Los fascistas del siglo XXI se llamarán a sí mismos anti-fascistas | Eusebio Alonso

Estudio de semejanzas entre movimientos radicales violentos con respecto al fascismo al que dicen combatir.

Adjudican esta frase a sir Winston Churchill. Bien es verdad, que hay también quien dice que la frase no le corresponde. Difícil es demostrar si realmente la dijo y, mucho más difícil aún, demostrar que no la dijese nunca. Lo realmente relevante es si se trata simplemente de un eslogan sin fundamento o esa predicción tiene, o no, refrendo, una vez ya han transcurrido los primeros 25 años del siglo XXI.

La primera pregunta que nos deberíamos hacer es … ¿Qué es el fascismo y cuáles son las características que lo convierten en un movimiento auténticamente peligroso?

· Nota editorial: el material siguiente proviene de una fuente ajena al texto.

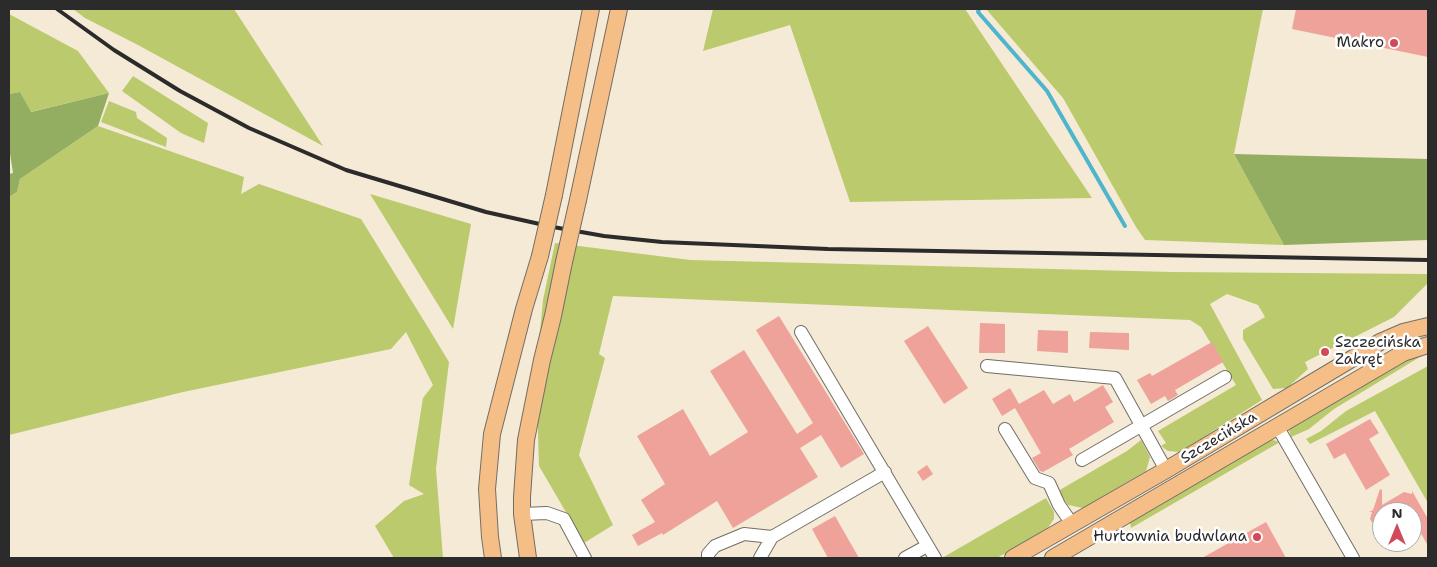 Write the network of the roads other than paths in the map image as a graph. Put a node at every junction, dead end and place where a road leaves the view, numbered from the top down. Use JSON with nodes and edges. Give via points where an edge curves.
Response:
{"nodes":[{"id":1,"x":591,"y":9,"type":"edge"},
{"id":2,"x":619,"y":9,"type":"edge"},
{"id":3,"x":1428,"y":326,"type":"edge"},
{"id":4,"x":801,"y":332,"type":"dead end"},
{"id":5,"x":1428,"y":345,"type":"edge"},
{"id":6,"x":987,"y":366,"type":"dead end"},
{"id":7,"x":1225,"y":377,"type":"dead end"},
{"id":8,"x":1140,"y":426,"type":"junction"},
{"id":9,"x":1277,"y":426,"type":"junction"},
{"id":10,"x":1005,"y":429,"type":"dead end"},
{"id":11,"x":1082,"y":460,"type":"dead end"},
{"id":12,"x":1166,"y":470,"type":"junction"},
{"id":13,"x":884,"y":472,"type":"junction"},
{"id":14,"x":522,"y":514,"type":"junction"},
{"id":15,"x":1072,"y":524,"type":"junction"},
{"id":16,"x":772,"y":536,"type":"junction"},
{"id":17,"x":928,"y":546,"type":"junction"},
{"id":18,"x":493,"y":558,"type":"edge"},
{"id":19,"x":528,"y":558,"type":"edge"},
{"id":20,"x":585,"y":558,"type":"edge"},
{"id":21,"x":708,"y":558,"type":"edge"},
{"id":22,"x":760,"y":558,"type":"edge"},
{"id":23,"x":906,"y":558,"type":"edge"},
{"id":24,"x":935,"y":558,"type":"edge"},
{"id":25,"x":1013,"y":558,"type":"edge"},
{"id":26,"x":1052,"y":558,"type":"edge"},
{"id":27,"x":1354,"y":558,"type":"edge"}],
"edges":[{"from":1,"to":18,"type":"main road","bridge":true,"via":[[540,256],[492,434],[487,489]]},
{"from":2,"to":14,"type":"main road","bridge":true,"via":[[526,440]]},
{"from":3,"to":12,"type":"main road","name":"Szczecińska","via":[[1380,342]]},
{"from":4,"to":13,"type":"lane"},
{"from":5,"to":9,"type":"main road","name":"Szczecińska","via":[[1403,353]]},
{"from":6,"to":8,"type":"lane","via":[[1114,378]]},
{"from":7,"to":8,"type":"lane"},
{"from":8,"to":11,"type":"lane"},
{"from":8,"to":12,"type":"lane"},
{"from":9,"to":26,"type":"main road","name":"Szczecińska"},
{"from":9,"to":27,"type":"lane"},
{"from":10,"to":15,"type":"lane","via":[[1035,478],[1049,483]]},
{"from":12,"to":15,"type":"main road","name":"Szczecińska"},
{"from":13,"to":16,"type":"lane"},
{"from":13,"to":17,"type":"lane"},
{"from":14,"to":19,"type":"main road"},
{"from":14,"to":20,"type":"lane","via":[[547,513],[564,520]]},
{"from":15,"to":25,"type":"main road","name":"Szczecińska"},
{"from":16,"to":21,"type":"lane","via":[[744,534],[715,546]]},
{"from":16,"to":22,"type":"lane"},
{"from":17,"to":23,"type":"lane"},
{"from":17,"to":24,"type":"lane"}]}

Según nos indica la Wikipedia, el fascismo es una ideología política y cultural fundamentada en un proyecto de unidad monolítica denominado corporativismo, por ello exalta la idea de nación frente a la de individuo o clase; suprime la discrepancia política en beneficio de un partido único y los localismos en beneficio del centralismo; y propone como ideal la construcción de una utópica sociedad perfecta, denominada cuerpo social, formado por cuerpos intermedios y sus representantes unificados por el gobierno central, y que este designa para representar a la sociedad.

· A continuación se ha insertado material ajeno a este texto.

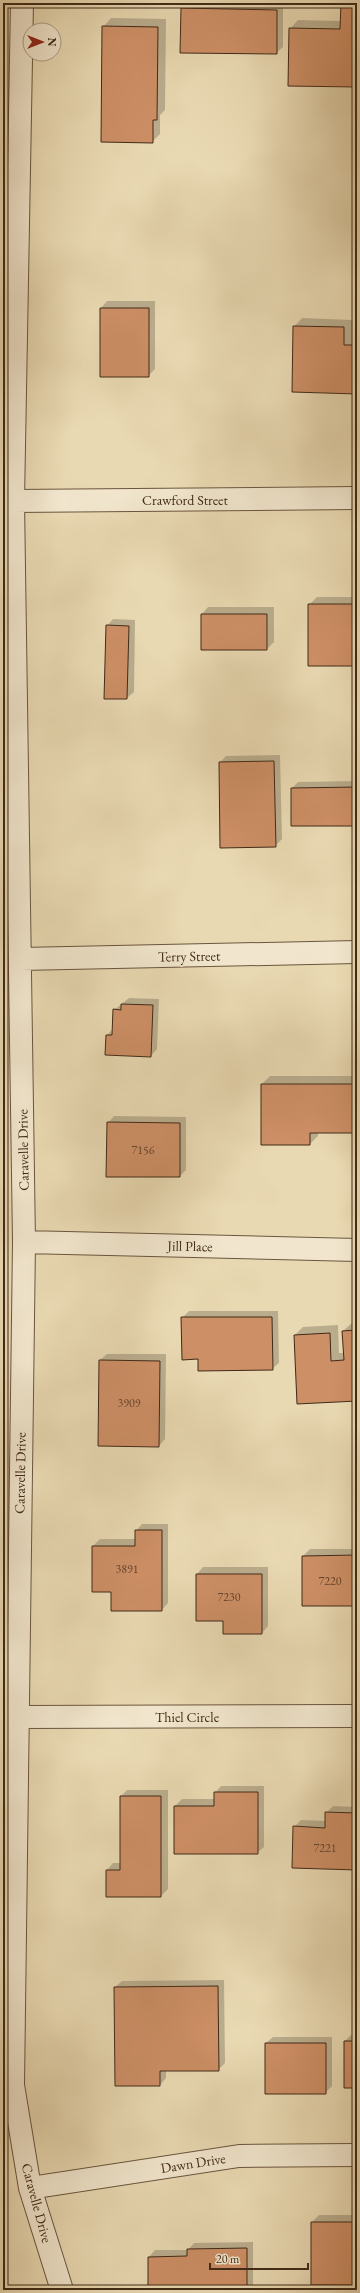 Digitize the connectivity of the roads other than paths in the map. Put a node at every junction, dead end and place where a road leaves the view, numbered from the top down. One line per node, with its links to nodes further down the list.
1 (22, 3): 3 (street, Caravelle Drive)
2 (357, 498): 3 (street, Crawford Street)
3 (13, 501): 5 (street, Caravelle Drive)
4 (357, 952): 5 (street, Terry Street)
5 (21, 959): 6 (street, Caravelle Drive)
6 (24, 1242): 7 (street, Jill Place); 9 (street, Caravelle Drive)
7 (357, 1250)
8 (357, 1716): 9 (street, Thiel Circle)
9 (17, 1717): 11 (street, Caravelle Drive)
10 (357, 2155): 11 (street, Dawn Drive)
11 (30, 2188): 12 (street, Caravelle Drive)
12 (62, 2290)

Como en todas las ideologías los problemas surgen cuando no se aplican límites éticos al llevarlas a la práctica. El fascismo reúne una serie de características profundamente inquietantes, entre las que se encuentran las siguientes:

  • Represión violenta del disidente.
  • Control coercitivo de los medios de comunicación.
  • La opinión libre es perseguida.
  • Se dificulta, o se prohíbe, la libre circulación de ciudadanos fuera del país.
  • No es compatible con la democracia. Sustituyen las elecciones libres por las expresiones masivas de apoyo al líder.
  • Pretenden la identificación del partido único con el Estado.
  • Apoyan la nacionalización de empresas.
  • Adoctrinan al pueblo con propaganda y toman control completo de la educación.
  • Buscan que el Estado intervenga en la vida social, política y económica.
  • Están en contra del mercado libre.
  • Buscan el colectivismo. Es decir, se prioriza el bienestar del grupo, según decida la élite, sobre el del individuo, abogando por la propiedad comunal o estatal y la subordinación de los intereses personales a los colectivos de la nación o de la raza.
  • Culpan del fracaso de la sociedad a las oligarquías o a determinados grupos sociales.
  • El Estado se hace cargo de la regulación de la economía.
  • El Estado dirige la producción de las empresas. Esta característica, por sí sola, hace poco atractivo un Estado fascista a la inversión sensata de capitales.

La pregunta que es obligado hacerse es ¿si estas características corresponden de forma exclusiva al fascismo o si hay otros regímenes tan peligrosos o más a los que, por alguna razón, apenas se les presta atención? La respuesta es que todas las características anteriores son compartidas por la ideología comunista, como nos confirma la historia de los países en los que ha gobernado el comunismo.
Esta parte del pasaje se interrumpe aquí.